Data shown ▸
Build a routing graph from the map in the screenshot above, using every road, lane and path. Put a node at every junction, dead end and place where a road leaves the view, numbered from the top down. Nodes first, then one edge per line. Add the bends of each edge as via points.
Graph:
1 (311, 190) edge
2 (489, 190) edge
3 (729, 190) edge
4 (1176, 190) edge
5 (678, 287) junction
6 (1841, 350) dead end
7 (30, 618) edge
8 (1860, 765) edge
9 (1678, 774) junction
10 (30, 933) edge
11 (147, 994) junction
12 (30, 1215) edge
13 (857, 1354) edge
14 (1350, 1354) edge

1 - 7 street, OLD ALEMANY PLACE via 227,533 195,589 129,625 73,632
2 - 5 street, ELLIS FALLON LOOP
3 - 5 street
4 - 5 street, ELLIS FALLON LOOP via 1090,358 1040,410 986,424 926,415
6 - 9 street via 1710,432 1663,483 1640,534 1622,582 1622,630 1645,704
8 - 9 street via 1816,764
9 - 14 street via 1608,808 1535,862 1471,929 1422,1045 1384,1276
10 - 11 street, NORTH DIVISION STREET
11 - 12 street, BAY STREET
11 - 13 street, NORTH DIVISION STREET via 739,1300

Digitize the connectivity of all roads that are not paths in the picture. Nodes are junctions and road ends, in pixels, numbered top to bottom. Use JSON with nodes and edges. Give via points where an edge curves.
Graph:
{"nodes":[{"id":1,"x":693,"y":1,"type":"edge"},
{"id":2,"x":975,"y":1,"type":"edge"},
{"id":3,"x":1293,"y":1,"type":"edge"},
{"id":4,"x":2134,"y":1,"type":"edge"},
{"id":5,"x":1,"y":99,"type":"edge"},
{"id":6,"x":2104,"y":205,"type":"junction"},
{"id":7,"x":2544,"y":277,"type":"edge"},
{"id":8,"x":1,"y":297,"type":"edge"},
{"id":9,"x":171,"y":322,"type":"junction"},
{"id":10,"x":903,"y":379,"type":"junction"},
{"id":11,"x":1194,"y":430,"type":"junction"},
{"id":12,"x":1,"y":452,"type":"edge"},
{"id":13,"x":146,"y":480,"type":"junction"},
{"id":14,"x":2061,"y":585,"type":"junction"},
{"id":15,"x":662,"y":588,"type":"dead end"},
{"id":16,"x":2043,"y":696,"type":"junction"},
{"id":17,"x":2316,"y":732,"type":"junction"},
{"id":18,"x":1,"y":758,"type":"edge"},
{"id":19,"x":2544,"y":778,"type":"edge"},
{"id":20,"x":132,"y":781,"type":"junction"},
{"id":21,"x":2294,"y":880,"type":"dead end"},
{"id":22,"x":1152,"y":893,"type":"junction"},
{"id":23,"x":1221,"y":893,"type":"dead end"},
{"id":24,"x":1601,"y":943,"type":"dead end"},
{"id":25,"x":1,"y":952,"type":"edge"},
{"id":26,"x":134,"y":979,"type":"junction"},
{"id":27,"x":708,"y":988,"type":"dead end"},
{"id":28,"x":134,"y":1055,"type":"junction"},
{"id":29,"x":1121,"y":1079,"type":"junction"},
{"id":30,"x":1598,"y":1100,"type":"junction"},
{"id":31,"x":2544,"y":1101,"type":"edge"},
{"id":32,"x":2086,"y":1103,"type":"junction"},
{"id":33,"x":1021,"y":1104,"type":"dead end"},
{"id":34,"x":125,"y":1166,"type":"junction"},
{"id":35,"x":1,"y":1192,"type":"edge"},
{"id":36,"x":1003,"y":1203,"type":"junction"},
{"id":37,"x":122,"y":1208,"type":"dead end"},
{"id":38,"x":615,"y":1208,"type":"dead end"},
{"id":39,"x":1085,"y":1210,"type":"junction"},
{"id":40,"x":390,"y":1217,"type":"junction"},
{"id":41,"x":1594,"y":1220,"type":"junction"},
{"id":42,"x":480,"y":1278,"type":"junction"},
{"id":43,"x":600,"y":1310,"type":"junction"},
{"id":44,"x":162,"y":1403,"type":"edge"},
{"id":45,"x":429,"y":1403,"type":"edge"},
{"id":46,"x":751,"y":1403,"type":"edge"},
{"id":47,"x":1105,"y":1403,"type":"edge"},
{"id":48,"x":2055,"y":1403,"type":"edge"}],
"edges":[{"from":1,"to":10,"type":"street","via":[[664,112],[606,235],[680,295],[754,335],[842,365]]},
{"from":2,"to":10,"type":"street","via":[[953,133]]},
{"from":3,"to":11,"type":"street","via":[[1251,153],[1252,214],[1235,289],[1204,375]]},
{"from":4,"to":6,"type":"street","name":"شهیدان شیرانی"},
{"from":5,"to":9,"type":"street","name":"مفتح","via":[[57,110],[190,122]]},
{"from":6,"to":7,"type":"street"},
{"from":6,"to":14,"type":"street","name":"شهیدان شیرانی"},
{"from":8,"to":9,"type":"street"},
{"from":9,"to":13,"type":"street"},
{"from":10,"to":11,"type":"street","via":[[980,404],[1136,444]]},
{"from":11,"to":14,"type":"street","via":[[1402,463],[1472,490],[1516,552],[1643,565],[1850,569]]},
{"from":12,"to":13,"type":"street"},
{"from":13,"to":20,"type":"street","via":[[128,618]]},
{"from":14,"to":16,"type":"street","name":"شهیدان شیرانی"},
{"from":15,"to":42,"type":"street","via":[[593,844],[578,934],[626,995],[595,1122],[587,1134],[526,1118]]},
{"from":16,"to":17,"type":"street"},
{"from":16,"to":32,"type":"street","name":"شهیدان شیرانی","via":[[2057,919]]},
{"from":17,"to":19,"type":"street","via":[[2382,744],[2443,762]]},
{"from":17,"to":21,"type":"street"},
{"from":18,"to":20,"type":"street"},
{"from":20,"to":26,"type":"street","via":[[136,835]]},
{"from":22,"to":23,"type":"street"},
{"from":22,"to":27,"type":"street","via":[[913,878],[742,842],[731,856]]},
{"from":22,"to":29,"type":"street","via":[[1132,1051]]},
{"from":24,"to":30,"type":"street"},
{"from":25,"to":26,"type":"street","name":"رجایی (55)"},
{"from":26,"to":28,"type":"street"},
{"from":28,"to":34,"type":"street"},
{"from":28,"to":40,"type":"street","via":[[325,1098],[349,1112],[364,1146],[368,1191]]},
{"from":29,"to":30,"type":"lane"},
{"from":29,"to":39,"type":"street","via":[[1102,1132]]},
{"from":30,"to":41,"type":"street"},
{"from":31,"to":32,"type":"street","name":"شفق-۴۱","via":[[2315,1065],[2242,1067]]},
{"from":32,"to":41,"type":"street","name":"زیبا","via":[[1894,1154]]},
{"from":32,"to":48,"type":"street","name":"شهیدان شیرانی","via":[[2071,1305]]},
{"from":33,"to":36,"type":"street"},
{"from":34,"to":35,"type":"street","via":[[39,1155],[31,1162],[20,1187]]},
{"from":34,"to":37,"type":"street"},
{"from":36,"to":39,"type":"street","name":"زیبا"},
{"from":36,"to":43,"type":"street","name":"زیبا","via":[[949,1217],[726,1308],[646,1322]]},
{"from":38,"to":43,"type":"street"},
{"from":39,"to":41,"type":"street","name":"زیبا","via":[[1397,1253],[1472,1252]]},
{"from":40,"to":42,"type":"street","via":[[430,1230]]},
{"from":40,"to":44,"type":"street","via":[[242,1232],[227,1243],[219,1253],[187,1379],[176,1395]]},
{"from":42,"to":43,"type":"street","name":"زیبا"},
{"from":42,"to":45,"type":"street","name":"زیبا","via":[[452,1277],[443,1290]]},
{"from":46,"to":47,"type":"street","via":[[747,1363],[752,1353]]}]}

What the task requires ▸ Select from the material above each line in which the string "dead" appears, and list those lines.

Output below ▸
Build a routing graph from the map in the screenshot above, using every road, lane and path. Put a node at every junction, dead end and place where a road leaves the view, numbered from the top down. Nodes first, then one edge per line. Add the bends of each edge as via points.
6 (1841, 350) dead end
{"id":15,"x":662,"y":588,"type":"dead end"},
{"id":21,"x":2294,"y":880,"type":"dead end"},
{"id":23,"x":1221,"y":893,"type":"dead end"},
{"id":24,"x":1601,"y":943,"type":"dead end"},
{"id":27,"x":708,"y":988,"type":"dead end"},
{"id":33,"x":1021,"y":1104,"type":"dead end"},
{"id":37,"x":122,"y":1208,"type":"dead end"},
{"id":38,"x":615,"y":1208,"type":"dead end"},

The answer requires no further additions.